8. The communication terminal according to claim 1, wherein the determiner is configured to determine the second candidate measurement timing pattern by shifting the first candidate measurement timing pattern by a time interval less than the time interval between a plurality of measurement timings of the first candidate measurement timing pattern.

9. The communication terminal according to claim 1, wherein determining the second candidate measurement timing pattern comprises estimating the time at which a result of a measurement fulfills a reporting criterion and determining the second candidate measurement timing based on the estimated time.

10. The communication terminal according to claim 9, wherein the determiner is configured to determine the second candidate measurement timing pattern to include the estimated time.

11. The communication terminal according to claim 9, wherein the determiner is configured to determine the second candidate measurement timing pattern to exclude the estimated time.

12. The communication terminal according to claim 9, wherein the determiner is configured to determine the second candidate measurement timing pattern to include a measurement time before the estimated time but after the latest measurement timing of the first candidate measurement timing before the estimated time.

13. The communication terminal according to claim 1, wherein the first candidate measurement timing and the second candidate measurement timing are periodic.

14. The communication terminal according to claim 1, wherein the communication terminal is configured to operate based on a communication standard that specifies the time interval between a plurality of measurement times of a measurement timing pattern used for reporting measurements.

15. The communication terminal according to claim 1, wherein the measurement results are results of measurements for evaluating whether the communication terminal is to perform a handover.

16. The communication terminal according to claim 1, wherein the measurement is the measurement of the reception power or the reception quality of a signal at the communication terminal and the reporting criterion is whether the reception power or the reception quality is above or below a predetermined threshold.

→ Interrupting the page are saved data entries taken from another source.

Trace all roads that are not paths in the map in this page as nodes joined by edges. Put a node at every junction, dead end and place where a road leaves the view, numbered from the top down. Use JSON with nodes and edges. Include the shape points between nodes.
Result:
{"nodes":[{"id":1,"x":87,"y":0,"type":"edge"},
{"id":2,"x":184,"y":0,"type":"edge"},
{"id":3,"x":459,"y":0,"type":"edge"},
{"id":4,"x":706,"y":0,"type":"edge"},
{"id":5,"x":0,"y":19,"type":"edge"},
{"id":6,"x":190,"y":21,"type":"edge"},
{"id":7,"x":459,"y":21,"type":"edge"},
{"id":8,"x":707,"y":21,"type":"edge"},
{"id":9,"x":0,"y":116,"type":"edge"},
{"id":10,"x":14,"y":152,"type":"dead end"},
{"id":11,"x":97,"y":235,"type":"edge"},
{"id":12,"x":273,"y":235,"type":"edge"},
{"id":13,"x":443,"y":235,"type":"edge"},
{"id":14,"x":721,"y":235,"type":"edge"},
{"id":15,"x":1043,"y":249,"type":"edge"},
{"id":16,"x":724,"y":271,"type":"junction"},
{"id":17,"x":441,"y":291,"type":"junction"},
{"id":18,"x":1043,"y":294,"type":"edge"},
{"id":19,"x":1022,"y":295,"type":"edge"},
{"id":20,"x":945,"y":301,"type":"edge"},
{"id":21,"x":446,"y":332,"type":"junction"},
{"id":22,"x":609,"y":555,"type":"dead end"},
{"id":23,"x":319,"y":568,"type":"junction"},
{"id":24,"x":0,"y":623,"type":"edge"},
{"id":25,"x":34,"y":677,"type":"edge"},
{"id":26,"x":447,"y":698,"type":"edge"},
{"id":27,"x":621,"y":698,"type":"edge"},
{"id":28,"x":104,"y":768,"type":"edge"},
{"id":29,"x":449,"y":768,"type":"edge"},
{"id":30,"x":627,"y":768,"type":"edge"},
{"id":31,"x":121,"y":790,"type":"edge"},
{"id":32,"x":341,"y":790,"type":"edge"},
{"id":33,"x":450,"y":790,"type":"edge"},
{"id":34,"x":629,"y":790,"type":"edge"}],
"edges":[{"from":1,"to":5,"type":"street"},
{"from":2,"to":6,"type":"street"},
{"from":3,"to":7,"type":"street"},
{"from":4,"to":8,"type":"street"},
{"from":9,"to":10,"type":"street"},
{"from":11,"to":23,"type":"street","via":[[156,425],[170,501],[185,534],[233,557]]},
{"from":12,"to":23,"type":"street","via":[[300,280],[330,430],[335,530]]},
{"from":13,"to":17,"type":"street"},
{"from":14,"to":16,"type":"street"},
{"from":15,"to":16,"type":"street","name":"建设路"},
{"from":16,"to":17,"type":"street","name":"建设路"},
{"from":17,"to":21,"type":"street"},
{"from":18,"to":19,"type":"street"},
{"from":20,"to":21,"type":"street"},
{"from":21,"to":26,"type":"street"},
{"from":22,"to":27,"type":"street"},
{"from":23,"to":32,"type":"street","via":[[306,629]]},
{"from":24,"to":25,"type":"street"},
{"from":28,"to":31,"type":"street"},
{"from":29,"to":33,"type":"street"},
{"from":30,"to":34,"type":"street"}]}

17. The communication terminal according to claim 1, wherein the communication terminal is a user equipment according to an LTE specification.

18. The communication terminal according to claim 1, wherein the first candidate measurement timing pattern is a measurement timing pattern according to which the measurement reporting circuit has previously reported cell measurement results.

19. The communication terminal according to claim 1, wherein the measurement reporting circuit is configured to report the plurality of cell measurement results to an eNB according to an LTE specification.

20. A method for reporting measurement results comprising

determining a first candidate measurement timing pattern and a second candidate measurement timing pattern, each measurement timing pattern comprising a plurality of measurement times, wherein the second measurement timing pattern comprises at least one measurement time occurring between a plurality of measurement times of the first candidate measurement timing pattern;

selecting, from the first candidate measurement timing pattern and the second candidate measurement timing pattern, a measurement timing pattern with a measurement time at which a result of a measurement fulfills a reporting criterion, and which fulfills a predetermined condition; and

reporting a plurality of cell measurement results based on the selected measurement timing pattern.

21. A computer readable medium having recorded instructions thereon which, when executed by a processor, make the processor perform a method for performing radio communication according to claim 20.